Maybe we should work on evicting Google Pittsburgh now located on that site and try to bring back Nabisco.. the ultimate cracker plant.  Actual crackers. In bulk. It was saved more than once by public pressure and $$. You know the Nabisco plant once was reported to have 850 employees on site, though it was nowhere near that much near the end.  The plant had this big positive eternality of making the entire East End smell fresh baked on a recurring basis

Special mention.  Not about a 'cracker' though it also comes down to that miraculous carbon atom in the end.  As I have decried in the past, the current paradigm of states throwing money toward competitive and very selective industry targeting is clearly a race to the bottom.  Where did it all begin, or put other way, where did this particular tax credit come from.   From us of course and the big tax incentives Pennsylvania gave to Volkswagen to build a new auto manufacturing plant in Westmoreland County. Pennsylvania's scale of incentive reset the standards for how big a role state governments play in economic development.  Then like now it was a big competition with Ohio and in the end Ohio was not willing to put $$ on the table like Pennsylvania was. Again, it sounds familiar.  Then like now the real payoff was supposed to come from all the ancillary employment that would spring up because of the plant.  Mega ditto.

What has been interesting this time around is that few have questioned the deal. Back in the day there were at least a few obscure folk not lining up behind the common wisdom.


Sunday morning proved George is still around and going strong.  The plant in question is a long forgotten memory. 

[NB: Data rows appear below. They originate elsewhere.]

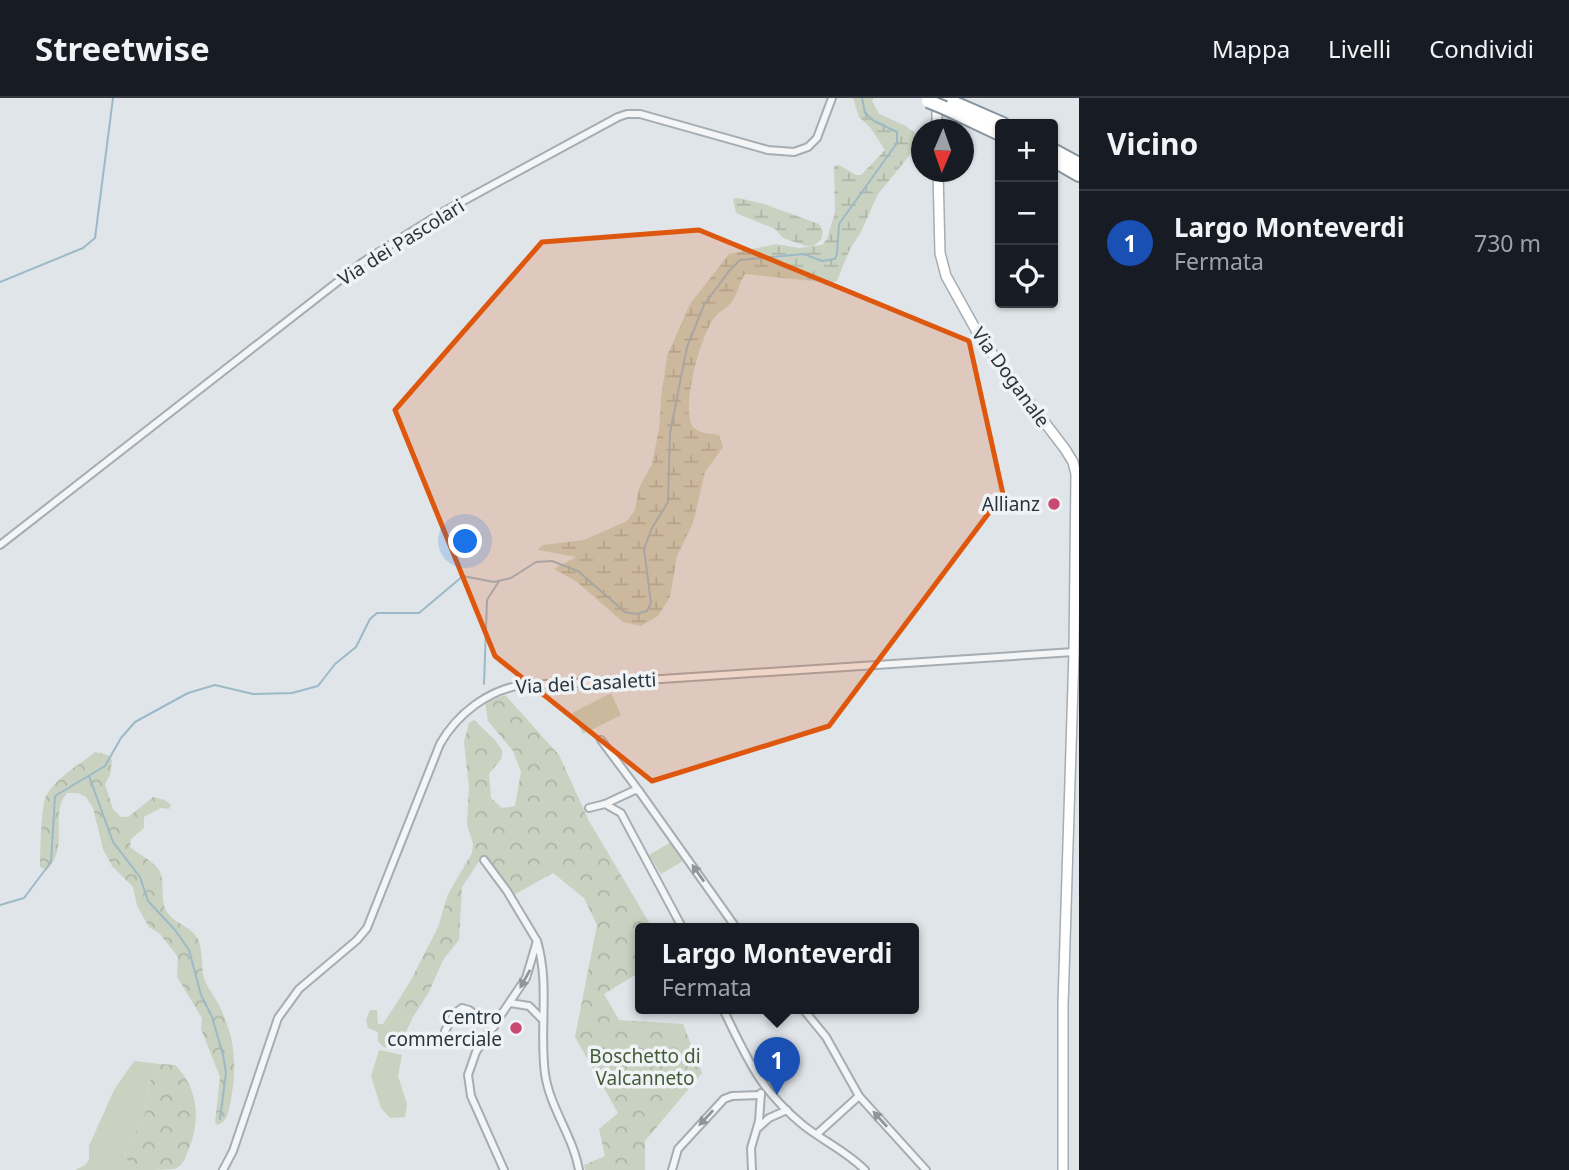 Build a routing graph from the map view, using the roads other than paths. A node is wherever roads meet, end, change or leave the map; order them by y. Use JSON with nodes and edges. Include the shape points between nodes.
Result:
{"nodes":[{"id":1,"x":832,"y":98,"type":"edge"},
{"id":2,"x":924,"y":100,"type":"edge"},
{"id":3,"x":942,"y":104,"type":"edge"},
{"id":4,"x":995,"y":121,"type":"edge"},
{"id":5,"x":995,"y":131,"type":"edge"},
{"id":6,"x":1058,"y":153,"type":"edge"},
{"id":7,"x":1058,"y":163,"type":"edge"},
{"id":8,"x":1079,"y":164,"type":"edge"},
{"id":9,"x":1079,"y":175,"type":"edge"},
{"id":10,"x":938,"y":182,"type":"edge"},
{"id":11,"x":1077,"y":473,"type":"edge"},
{"id":12,"x":1078,"y":502,"type":"edge"},
{"id":13,"x":0,"y":545,"type":"edge"},
{"id":14,"x":1074,"y":652,"type":"junction"},
{"id":15,"x":601,"y":740,"type":"dead end"},
{"id":16,"x":639,"y":790,"type":"junction"},
{"id":17,"x":605,"y":804,"type":"junction"},
{"id":18,"x":589,"y":808,"type":"dead end"},
{"id":19,"x":484,"y":860,"type":"dead end"},
{"id":20,"x":680,"y":923,"type":"edge"},
{"id":21,"x":733,"y":923,"type":"edge"},
{"id":22,"x":537,"y":941,"type":"junction"},
{"id":23,"x":510,"y":1003,"type":"junction"},
{"id":24,"x":725,"y":1014,"type":"edge"},
{"id":25,"x":807,"y":1014,"type":"edge"},
{"id":26,"x":543,"y":1020,"type":"junction"},
{"id":27,"x":494,"y":1027,"type":"junction"},
{"id":28,"x":445,"y":1031,"type":"dead end"},
{"id":29,"x":762,"y":1084,"type":"junction"},
{"id":30,"x":761,"y":1095,"type":"junction"},
{"id":31,"x":859,"y":1096,"type":"junction"},
{"id":32,"x":787,"y":1111,"type":"junction"},
{"id":33,"x":757,"y":1129,"type":"junction"},
{"id":34,"x":817,"y":1134,"type":"junction"},
{"id":35,"x":223,"y":1170,"type":"edge"},
{"id":36,"x":504,"y":1170,"type":"edge"},
{"id":37,"x":579,"y":1170,"type":"edge"},
{"id":38,"x":673,"y":1170,"type":"edge"},
{"id":39,"x":752,"y":1170,"type":"edge"},
{"id":40,"x":864,"y":1170,"type":"edge"},
{"id":41,"x":926,"y":1170,"type":"edge"},
{"id":42,"x":1063,"y":1170,"type":"edge"}],
"edges":[{"from":1,"to":13,"type":"street","name":"Via dei Pascolari","via":[[817,138],[794,152],[763,148],[640,114],[618,117],[443,212],[362,262]]},
{"from":2,"to":3,"type":"highway","bridge":true},
{"from":3,"to":4,"type":"highway"},
{"from":3,"to":5,"type":"highway"},
{"from":6,"to":8,"type":"highway"},
{"from":7,"to":9,"type":"highway"},
{"from":10,"to":11,"type":"main road","name":"Via Doganale","via":[[941,258],[946,276],[981,339]]},
{"from":11,"to":12,"type":"main road","name":"Via Doganale"},
{"from":12,"to":14,"type":"main road","name":"Via Doganale"},
{"from":14,"to":35,"type":"street","name":"Via dei Casaletti","via":[[523,685],[490,694],[457,722],[440,744],[364,932],[304,984],[282,1010]]},
{"from":14,"to":42,"type":"main road","name":"Via Doganale","via":[[1063,1005]]},
{"from":15,"to":16,"type":"street"},
{"from":16,"to":17,"type":"street"},
{"from":21,"to":16,"type":"street","one_way":true},
{"from":17,"to":18,"type":"street"},
{"from":17,"to":20,"type":"street","via":[[623,816]]},
{"from":19,"to":22,"type":"street"},
{"from":22,"to":23,"type":"street","one_way":true,"via":[[528,974]]},
{"from":22,"to":26,"type":"street","via":[[544,976]]},
{"from":23,"to":26,"type":"street","via":[[528,1006]]},
{"from":23,"to":27,"type":"street"},
{"from":24,"to":29,"type":"street"},
{"from":25,"to":31,"type":"street","via":[[828,1040]]},
{"from":26,"to":37,"type":"street","via":[[547,1086]]},
{"from":27,"to":28,"type":"street","via":[[462,1008]]},
{"from":27,"to":36,"type":"street","via":[[473,1058],[468,1083]]},
{"from":29,"to":30,"type":"street"},
{"from":29,"to":32,"type":"street"},
{"from":30,"to":33,"type":"street"},
{"from":30,"to":38,"type":"street","one_way":true,"via":[[723,1099],[678,1149]]},
{"from":31,"to":34,"type":"street"},
{"from":41,"to":31,"type":"street","one_way":true},
{"from":32,"to":33,"type":"street"},
{"from":32,"to":34,"type":"street"},
{"from":33,"to":39,"type":"street","via":[[751,1148]]},
{"from":34,"to":40,"type":"street"}]}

Imagine just for sake of argument that the governors of Ohio, West Virgnia and Pennsylvania had all agreed not to offer big incentives for the plant to be located in their respective states.  All this 'liquids-rich' natural gas is going to be produced no matter is it not?  By all accounts the proposed plant was going to be located in the greater-greater Pittsburgh (aka Power of 32?) region no matter.  What would have been the result?  Maybe the project would have been located where it made the most economic sense? We'll never quite know where that is I guess.  However, the three governors would have been written into a small bit of American history most likely?